Training a Model on Tabular Data using Amazon SageMaker

The purpose of this notebook is to demonstrate how to train a machine learning model via Amazon SageMaker using tabular data. In this notebook you can train either an XGBoost or Linear Learner (regression) model on tabular data in Amazon SageMaker.

Prerequisite

This notebook is a sequel to the preprocessing_tabular_data.ipynb notebook. Before running this notebook, run preprocessing_tabular_data.ipynb to preprocess the data used in this notebook.

Notes

In this notebook, we use the sklearn framework for data partitionining and storemagic to share dataframes in preprocessing_tabular_data.ipynb. While we load data into memory here we do note that is it possible to skip this and load your partitioned data directly to an S3 bucket.

Library Dependencies:

  • sagemaker >= 2.0.0

  • numpy

  • pandas

  • plotly

  • sklearn

  • matplotlib

  • seaborn

Setting up the notebook

[ ]:
import os
import sys
import plotly.express as px
import plotly.offline as pyo
import plotly.graph_objs as go
import numpy as np
import pandas as pd
import matplotlib.pyplot as plt
import seaborn as sns
import pickle

from sklearn.datasets import *
import ast
import sklearn.model_selection

## SageMaker dependencies
import sagemaker
from sagemaker import get_execution_role
from sagemaker.inputs import TrainingInput
from sagemaker.image_uris import retrieve

## This instantiates a SageMaker session that we will be operating in.
session = sagemaker.Session()

## This object represents the IAM role that we are assigned.
role = sagemaker.get_execution_role()
print(role)

Step 1: Load Relevant Variables from preprocessing_tabular_data.ipynb (Required for this notebook)

Here we load in our training, test, and validation data sets. We preprocessed this data in the preprocessing_tabular_data.ipynb and persisted it using storemagic.

[ ]:
# Load relevant dataframes and variables from preprocessing_tabular_data.ipynb required for this notebook
%store -r X_train
%store -r X_test
%store -r X_val
%store -r Y_train
%store -r Y_test
%store -r Y_val
%store -r choosen_data_set
%store -r sagemaker_version

Step 2: Uploading the data to S3

Here we upload our training and validation data to an S3 bucket. This is a critical step because we will be specifying this S3 bucket’s location during the training step.

[ ]:
data_dir = '../data/' + choosen_data_set
if not os.path.exists(data_dir):
    os.makedirs(data_dir)

prefix = choosen_data_set+'-deploy-hl'
pd.concat([Y_train, X_train], axis=1).to_csv(os.path.join(data_dir, 'train.csv'), header=False, index=False)
pd.concat([Y_val, X_val], axis=1).to_csv(os.path.join(data_dir, 'validation.csv'), header=False, index=False)

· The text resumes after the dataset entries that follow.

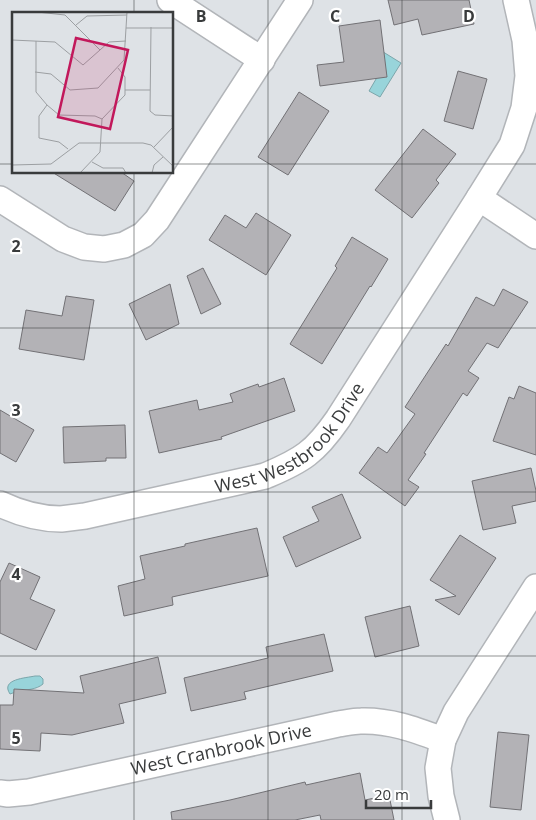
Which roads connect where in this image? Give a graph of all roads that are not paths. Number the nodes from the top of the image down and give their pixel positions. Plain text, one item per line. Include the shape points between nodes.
1 (170, 0) edge
2 (300, 0) edge
3 (516, 0) edge
4 (262, 60) junction
5 (479, 198) junction
6 (0, 199) edge
7 (536, 236) edge
8 (0, 504) edge
9 (536, 587) edge
10 (443, 740) junction
11 (0, 793) edge
12 (447, 820) edge

1 - 4 street
2 - 4 street
3 - 5 street, West Westbrook Drive via 525,40 528,76 524,108 512,145
4 - 6 street via 157,220 143,235 124,245 104,249 84,247 63,239
5 - 7 street
5 - 8 street, West Westbrook Drive via 338,419 307,454 265,476 85,516 37,517
9 - 10 street via 456,712
10 - 11 street, West Cranbrook Drive via 387,722 361,721 28,792
10 - 12 street via 438,768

val_location = session.upload_data(os.path.join(data_dir, 'validation.csv'), key_prefix=prefix)
train_location = session.upload_data(os.path.join(data_dir, 'train.csv'), key_prefix=prefix)

Here we have a pointer to our training and validation data sets stored in an S3 bucket.

[ ]:
s3_input_train = TrainingInput(s3_data=train_location, content_type='text/csv')
s3_input_validation = TrainingInput(s3_data=val_location, content_type='text/csv')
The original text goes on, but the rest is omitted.